Saturday, September 15, 2012

Stop Clapping - Tinker Bell Long Since Died

Update at end
Confidence fairy regulated financial indebtedness to create a stable economy has failed over and over around the world.  It seems child-like to ignore. What worked prior to the last decade can no longer be considered the way of the future.

This week's reading brought some insight about the difficulty so many have in grasping this reality, while they keep clapping, like boosters for more and more debt to magically solve indebtedness as Jerome Stocks proclaims financial acumen, can be attributed to one's world view.

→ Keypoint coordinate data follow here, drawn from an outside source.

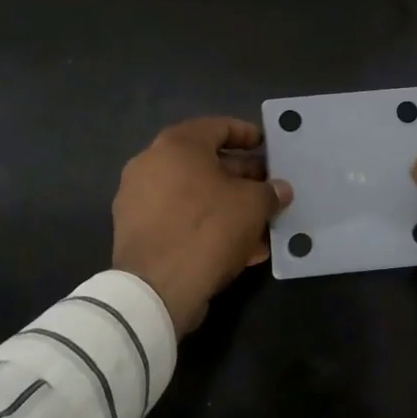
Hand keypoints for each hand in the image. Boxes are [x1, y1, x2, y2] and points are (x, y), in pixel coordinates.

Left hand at [112, 117, 293, 334]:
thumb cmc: (209, 228)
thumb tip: (280, 190)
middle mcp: (151, 164)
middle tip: (268, 189)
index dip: (248, 135)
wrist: (156, 289)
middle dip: (242, 177)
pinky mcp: (136, 233)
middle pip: (206, 163)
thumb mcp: (253, 205)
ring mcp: (139, 200)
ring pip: (195, 195)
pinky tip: (240, 249)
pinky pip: (181, 220)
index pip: (219, 127)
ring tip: (261, 225)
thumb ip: (270, 192)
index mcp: (177, 145)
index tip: (267, 147)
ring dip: (229, 206)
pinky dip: (208, 227)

The agenda for this week makes this timely. Wednesday's City Council Meeting will be jammed full of confidence fairy predictions based on realities that can in no sound way be counted on to apply. Add to the fairy analogy the demand for us to trust that magical agreements, trust and assurance happen just out of our sight at City Hall where bankers and developers are special guests. We can only speculate about revenue or investment planning. Here are the two big agenda items:
  • Public Hearing authorizing the issuance of up to $8,000,000 of lease revenue bonds ("the 2012 Bonds") related to the proposed capital improvements to the Encinitas Community Park site and the Moonlight Beach site. 
  • Public Hearing authorizing the issuance of up to $1,000,000 of Encinitas Ranch Golf Authority Revenue Bonds related to proposed capital improvements to the Encinitas Ranch Golf Course.
 Of course world view affects more than economics. It shapes one's sense of justice, quality, success and the future. The quote below could fit for a huge swath of Encinitas citizens. It's taken from a piece by Jeremiah Goulka.
"We believed in competition and the free market, in bootstraps and personal responsibility, in equality of opportunity, not outcomes.  We were financial conservatives who wanted less government. We believed in noblesse oblige, for we saw ourselves as part of a natural aristocracy, even if we hadn’t been born into it.   [ . . .] We were tough on crime, tough on national enemies. We believed in business, full stop."
According to the narrative shared by Goulka, his worldview was particularly challenged in the last decade when his work took him as a lawyer deep into Dept. of Justice work, FEMA work, war zones and more that challenged the assumptions he had always held.

Our Mayor Stocks is in no way on the same trajectory of self-examination and re-evaluation of this author. Just revving his engine for full campaign mode, he is the antithesis as a major myth maker in creating the shiny patina of false security in refusing to broach difficult topics or acknowledge any weakness in any way - ever.

No, the author's narrative is the one hinted by Encinitas people at informal gatherings, on the streets, at meetings and in door to door interactions.  And there are no doubt hundreds who are questioning all alone and telling no one.  It is painful to question all that you have believed.

At the end of his article is this revelation:
No one wants to feel like a dupe. It is embarrassing to come out in public and admit that I was so miseducated when so much reality is out there in plain sight in neighborhoods I avoided, in journals I hadn’t heard of, in books by authors I had refused to read.  [ . . . ]
Others do because they grew up in families that simply got it. I married a woman who grew up in such a family, for whom all of my hard-earned, painful “discoveries” are old news. Each time I pull another layer of wool off my eyes and feel another surge of anger, she gives me a predictable series of looks. The first one more or less says, “Duh, obviously.” The second is sympathetic, a recognition of the pain that comes with dismantling my flawed worldview. The third is concerned: “Do people actually think that?”
Delusions are not a substitution for deliberations.

Update: Sunday night a reminder of a particularly relevant Our Mayor post submitted last April with this same theme. Also, search on financial label and many more posts will be listed. This is not our first debt rodeo.